Title: 3D and 2.5D Heterogeneous Integration Platforms with Interconnect Stitching and Microfluidic Cooling
Dr. Muhannad Bakir, ECE, Chair , Advisor
Dr. Gary May, ECE, Co-Advisor
Dr. Oliver Brand, ECE
Dr. Azad Naeemi, ECE
Dr. Hua Wang, ECE
Dr. Yogendra Josi, ME
In this research, the impact of through silicon vias (TSVs) on electrical performance of 3D/2.5D IC was experimentally investigated. It was found the delay of the 3D IC link can be improved by up 17.4% by decreasing the distance between the driver and the TSV. To address the thermal challenges, embedded microfluidic cooling heatsink testbeds were fabricated and characterized.

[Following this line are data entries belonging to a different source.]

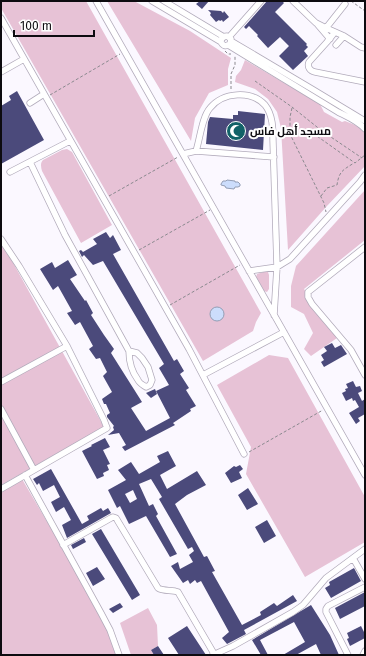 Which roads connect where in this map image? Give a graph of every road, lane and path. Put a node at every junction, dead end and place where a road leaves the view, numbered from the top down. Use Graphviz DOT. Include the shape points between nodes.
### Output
graph roads {
  1 [pos="96,1"];
  2 [pos="152,1"];
  3 [pos="164,1"];
  4 [pos="294,1"];
  5 [pos="351,1"];
  6 [pos="258,2"];
  7 [pos="345,4"];
  8 [pos="365,11"];
  9 [pos="1,18"];
  10 [pos="316,23"];
  11 [pos="326,28"];
  12 [pos="335,32"];
  13 [pos="344,36"];
  14 [pos="330,39"];
  15 [pos="226,40"];
  16 [pos="336,46"];
  17 [pos="364,48"];
  18 [pos="237,51"];
  19 [pos="125,52"];
  20 [pos="24,59"];
  21 [pos="1,72"];
  22 [pos="255,81"];
  23 [pos="365,82"];
  24 [pos="46,96"];
  25 [pos="232,96"];
  26 [pos="30,102"];
  27 [pos="292,107"];
  28 [pos="365,122"];
  29 [pos="365,129"];
  30 [pos="290,134"];
  31 [pos="273,136"];
  32 [pos="70,141"];
  33 [pos="196,152"];
  34 [pos="183,154"];
  35 [pos="365,155"];
  36 [pos="274,157"];
  37 [pos="362,158"];
  38 [pos="30,162"];
  39 [pos="355,163"];
  40 [pos="10,172"];
  41 [pos="365,175"];
  42 [pos="362,181"];
  43 [pos="320,196"];
  44 [pos="104,200"];
  45 [pos="214,208"];
  46 [pos="326,212"];
  47 [pos="1,239"];
  48 [pos="365,247"];
  49 [pos="134,253"];
  50 [pos="244,263"];
  51 [pos="277,267"];
  52 [pos="249,271"];
  53 [pos="166,308"];
  54 [pos="274,316"];
  55 [pos="284,332"];
  56 [pos="66,346"];
  57 [pos="129,351"];
  58 [pos="203,375"];
  59 [pos="365,375"];
  60 [pos="1,382"];
  61 [pos="327,408"];
  62 [pos="1,410"];
  63 [pos="244,454"];
  64 [pos="34,470"];
  65 [pos="25,475"];
  66 [pos="365,475"];
  67 [pos="1,489"];
  68 [pos="63,545"];
  69 [pos="365,549"];
  70 [pos="353,558"];
  71 [pos="365,579"];
  72 [pos="365,587"];
  73 [pos="365,651"];
  74 [pos="119,655"];
  75 [pos="213,655"];
  76 [pos="348,655"];
  77 [pos="363,655"];
  1 -- 19 [label="street"];
  2 -- 15 [label="street"];
  3 -- 15 [label="street"];
  4 -- 10 [label="street"];
  5 -- 8 [label="path"];
  6 -- 15 [label="street"];
  7 -- 11 [label="street"];
  9 -- 20 [label="street"];
  10 -- 11 [label="street"];
  10 -- 14 [label="street"];
  11 -- 12 [label="street"];
  12 -- 13 [label="street"];
  12 -- 14 [label="street"];
  13 -- 16 [label="street"];
  13 -- 17 [label="street"];
  14 -- 23 [label="street" via="309,62 310,70"];
  15 -- 18 [label="street"];
  15 -- 28 [label="street" via="312,88"];
  18 -- 25 [label="path" via="231,74"];
  18 -- 29 [label="street"];
  19 -- 24 [label="path"];
  19 -- 34 [label="street"];
  20 -- 21 [label="street"];
  20 -- 24 [label="street"];
  22 -- 27 [label="path"];
  24 -- 26 [label="street"];
  24 -- 32 [label="street"];
  25 -- 31 [label="street" via="252,97 265,106 269,113"];
  25 -- 33 [label="street" via="225,97 210,108 205,116"];
  27 -- 30 [label="path"];
  27 -- 37 [label="path"];
  30 -- 31 [label="path"];
  30 -- 39 [label="path" via="314,134"];
  30 -- 43 [label="path"];
  31 -- 36 [label="street"];
  32 -- 38 [label="street"];
  32 -- 44 [label="street"];
  33 -- 34 [label="street"];
  33 -- 36 [label="street"];
  34 -- 44 [label="path"];
  34 -- 45 [label="street"];
  35 -- 37 [label="path"];
  36 -- 51 [label="street"];
  37 -- 39 [label="path"];
  38 -- 40 [label="street"];
  38 -- 57 [label="street" via="65,234"];
  39 -- 43 [label="path" via="342,171 338,176 337,185 327,188"];
  41 -- 42 [label="street"];
  42 -- 51 [label="street" via="294,255"];
  43 -- 46 [label="path"];
  44 -- 49 [label="street"];
  45 -- 49 [label="path"];
  45 -- 50 [label="street"];
  47 -- 56 [label="street"];
  48 -- 59 [label="street" via="308,292 312,304 351,350"];
  49 -- 53 [label="street"];
  50 -- 52 [label="street"];
  50 -- 53 [label="path"];
  51 -- 52 [label="street"];
  51 -- 54 [label="street"];
  52 -- 54 [label="street"];
  53 -- 58 [label="street"];
  54 -- 55 [label="street"];
  55 -- 58 [label="street"];
  55 -- 61 [label="street"];
  56 -- 60 [label="street"];
  56 -- 64 [label="street" via="107,428"];
  57 -- 57 [label="street" via="137,354 145,362 152,380 150,385 146,387 138,381 129,359"];
  58 -- 63 [label="street"];
  61 -- 63 [label="path"];
  61 -- 66 [label="street"];
  62 -- 64 [label="street"];
  64 -- 65 [label="street"];
  65 -- 67 [label="street"];
  65 -- 68 [label="street"];
  68 -- 74 [label="street" via="110,630"];
  68 -- 75 [label="street" via="111,518 116,518 158,588 178,592"];
  69 -- 70 [label="street"];
  70 -- 71 [label="street"];
  70 -- 75 [label="street" via="326,578 303,605 293,612"];
  72 -- 76 [label="street" via="326,609"];
  73 -- 77 [label="street"];
}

The maximum heat transfer coefficient was up to 60 kW/m2K. A heterogeneous interconnect stitching technology (HIST) platform was proposed to conquer the shortcomings of the conventional heterogeneous integration technologies. The insertion loss of a HIST channel was 0.85 dB/mm at 50 GHz. The measured inductance and capacitance values of the compressible microinterconnects (CMIs) are approximately 50 pH and 80 fF and can be decreased via scaling.